Dr. Stürmer: Das ist abhängig davon, wie die Entfernung vorgenommen wurde. Für chirurgische Eingriffe gelten die gleichen Richtlinien wie für Operationen im Allgemeinen. D.h., der Spender muss mindestens eine Woche nach dem Eingriff warten und die Fäden müssen mindestens 24 Stunden vor der Blutspende entfernt worden sein. Außerdem wird vor Ort individuell vom Teamarzt entschieden, ob die Blutentnahme möglich ist. Genauso wie nach einer Tattooentfernung mit dem Laser. Hierfür gibt es keine feste Sperrzeit, jedoch kann sich auch hierbei die Haut entzünden. In diesem Fall kann keine Blutspende erfolgen, sondern erst sobald sich die Haut wieder beruhigt hat.

tattoolos: Kommen wir zurück zur Blutspende selbst: Warum ist es Ihrer Meinung nach so wichtig Blut zu spenden und wofür werden die Spenden derzeit am dringendsten benötigt?

Dr. Stürmer: Blutspenden sind nach wie vor wichtig, denn bisher lässt sich Blut noch nicht künstlich herstellen. Obwohl nach dem Prinzip des „Patient Blood Managements“ versucht wird, möglichst blutsparend und -effizient zu handeln, werden Blutspenden weiterhin dringend benötigt. Das Haupteinsatzgebiet für Blutspenden sind die Krebs- und Tumorpatienten, die Bluttransfusionen benötigen, da sie oft selbst nicht genug Blut bilden können. Zudem wird ein großer Teil der Blutspenden für Behandlungen von Erkrankungen des Herzens, Magen- und Darmkrankheiten, Sport- und Verkehrsunfälle eingesetzt. Auf www.Blutspende.de gibt es zahlreiche weitere Informationen zur Verwendung der Spenden.

©DRK-Blutspendedienst

tattoolos: Vielen Dank für das Gespräch, Frau Dr. Stürmer.

Blutspenden und Tattoo: Mit, nach und trotz Tätowierung spenden – so geht’s

Wer sich ein Tattoo stechen lässt, muss nicht auf die Möglichkeit, an Blutspenden teilnehmen zu können, verzichten. Der Blutspender muss lediglich einiges beachten. Dazu zählt die Wartezeit. Sie ergibt sich aus der Karenzzeit, die eine mögliche Infektionskrankheit besitzt.

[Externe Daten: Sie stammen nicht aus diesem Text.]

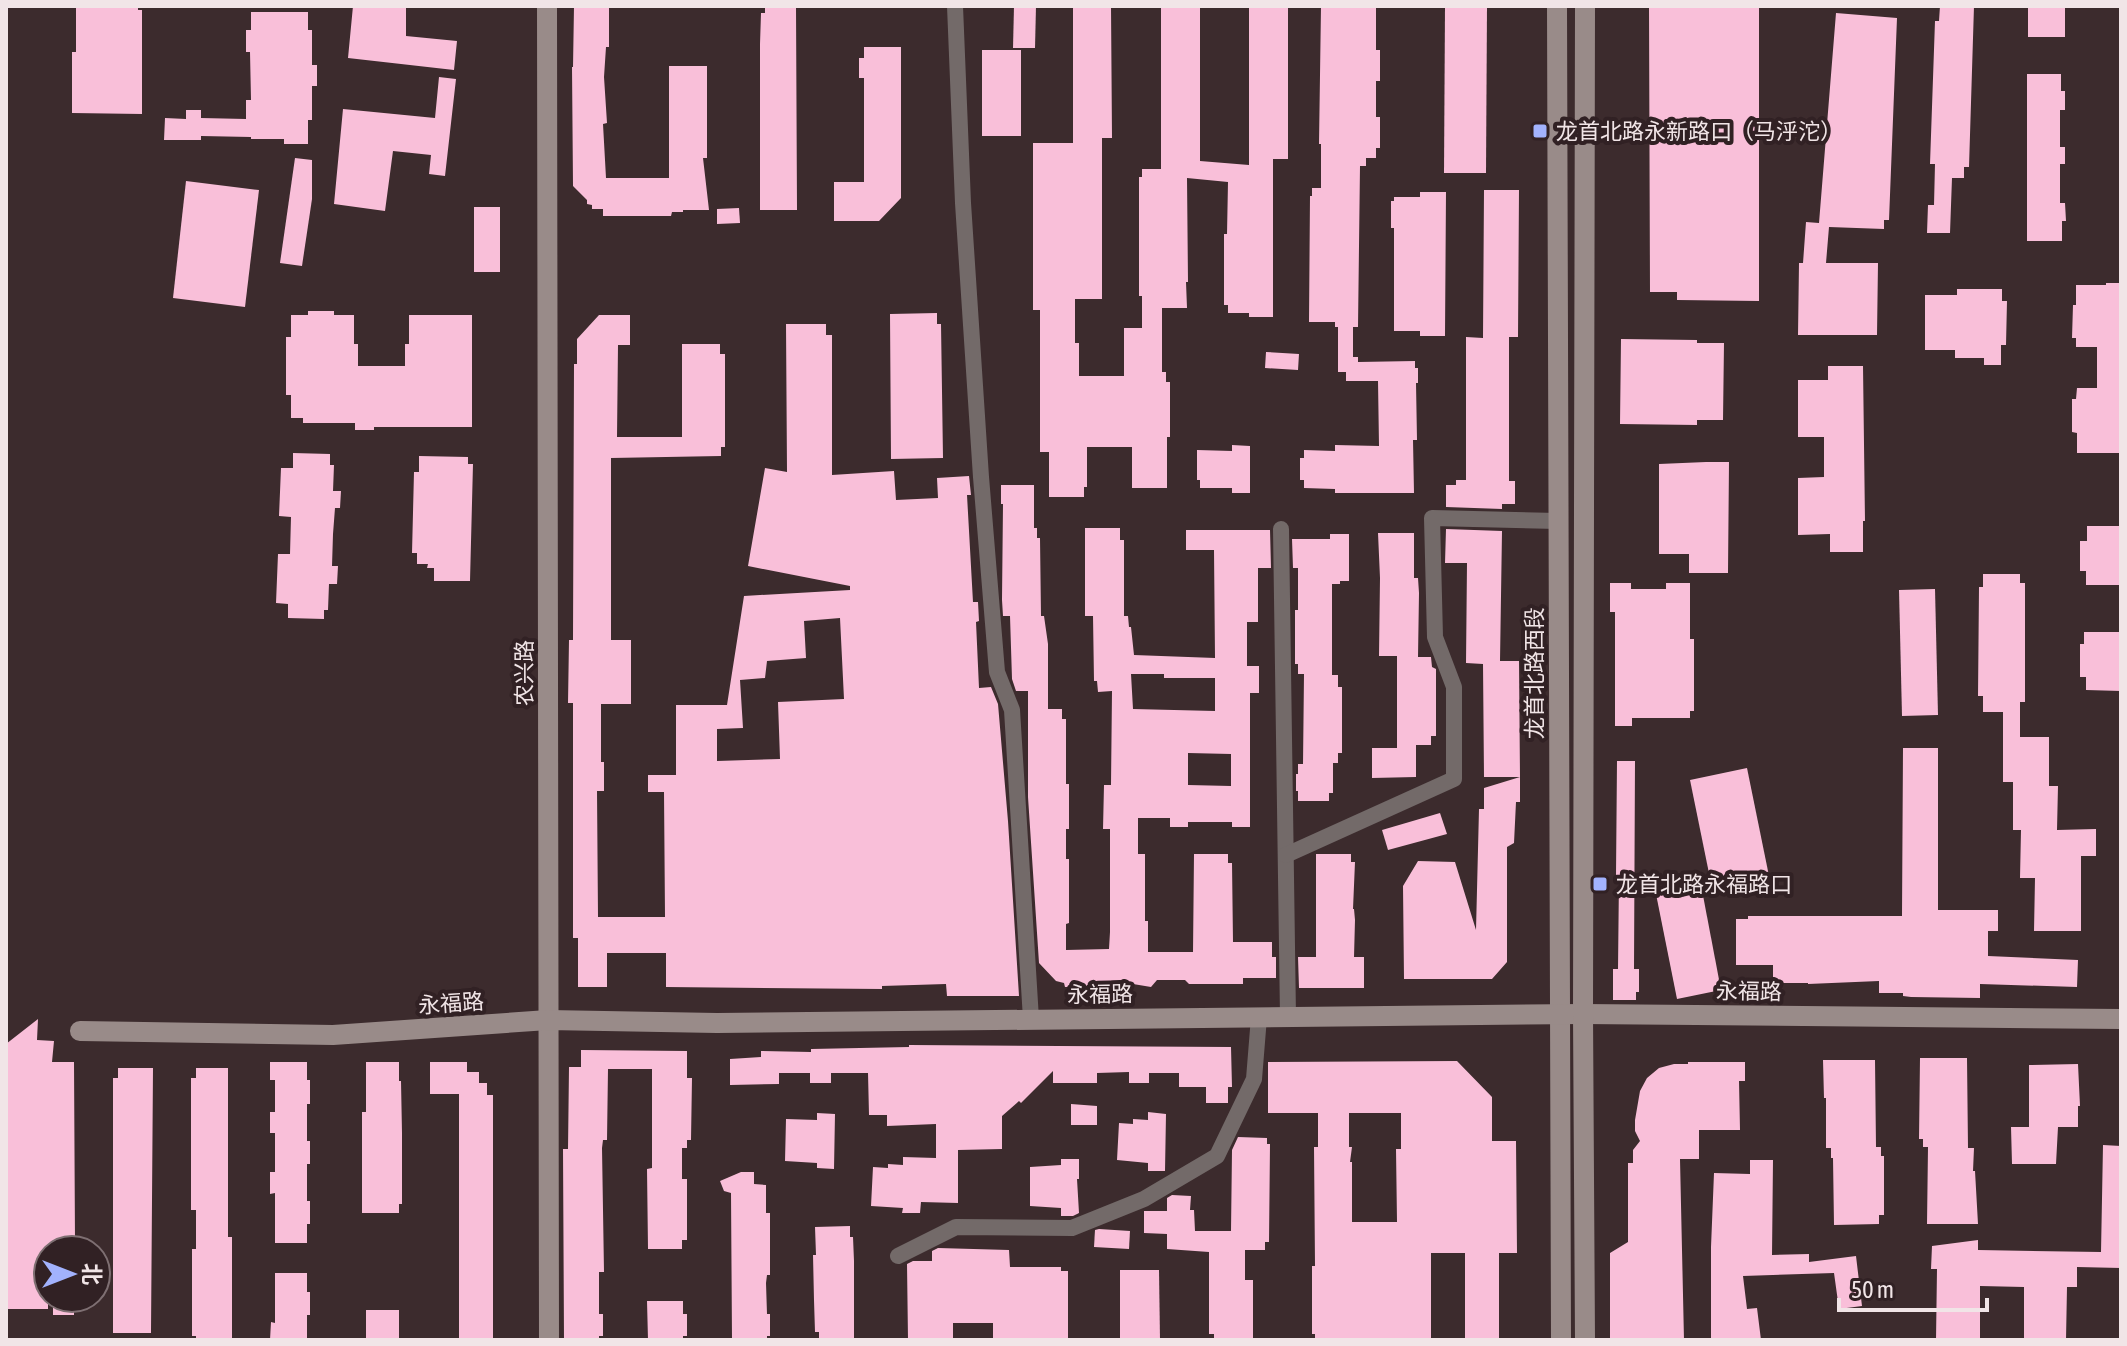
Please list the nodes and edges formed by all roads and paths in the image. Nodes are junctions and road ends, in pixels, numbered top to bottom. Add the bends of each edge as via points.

Der Hintergrund der Wartezeit: Theoretisch besteht die Möglichkeit, durch das Eindringen einer Nadel durch die Haut in den Körper mit Krankheitserregern infiziert zu werden. Auch ein neues Piercing kann theoretisch Keime übertragen und so werden frisch gepiercte Personen ebenfalls nicht direkt zur Spende zugelassen. Ärzte, die Blutspenden überwachen, müssen jedes auch noch so kleine Risiko ausschließen, denn im schlimmsten Fall könnten gefährliche Krankheiten wie Hepatitis oder HIV – beides wird u.a. über Kanülen übertragen – über eine Blutspende verbreitet werden.

Weder Eure Blutgruppen noch diverse Medikamente,die Ihr vielleicht einnehmen müsst, machen die Entscheidung für eine Blutspende zunichte. Das Wichtigste ist: Informiert Euch vor Ort und schildert dem jeweiligen Arzt alle invasiven Eingriffe, die Einfluss auf die Auswahl als möglichen Spender haben könnte!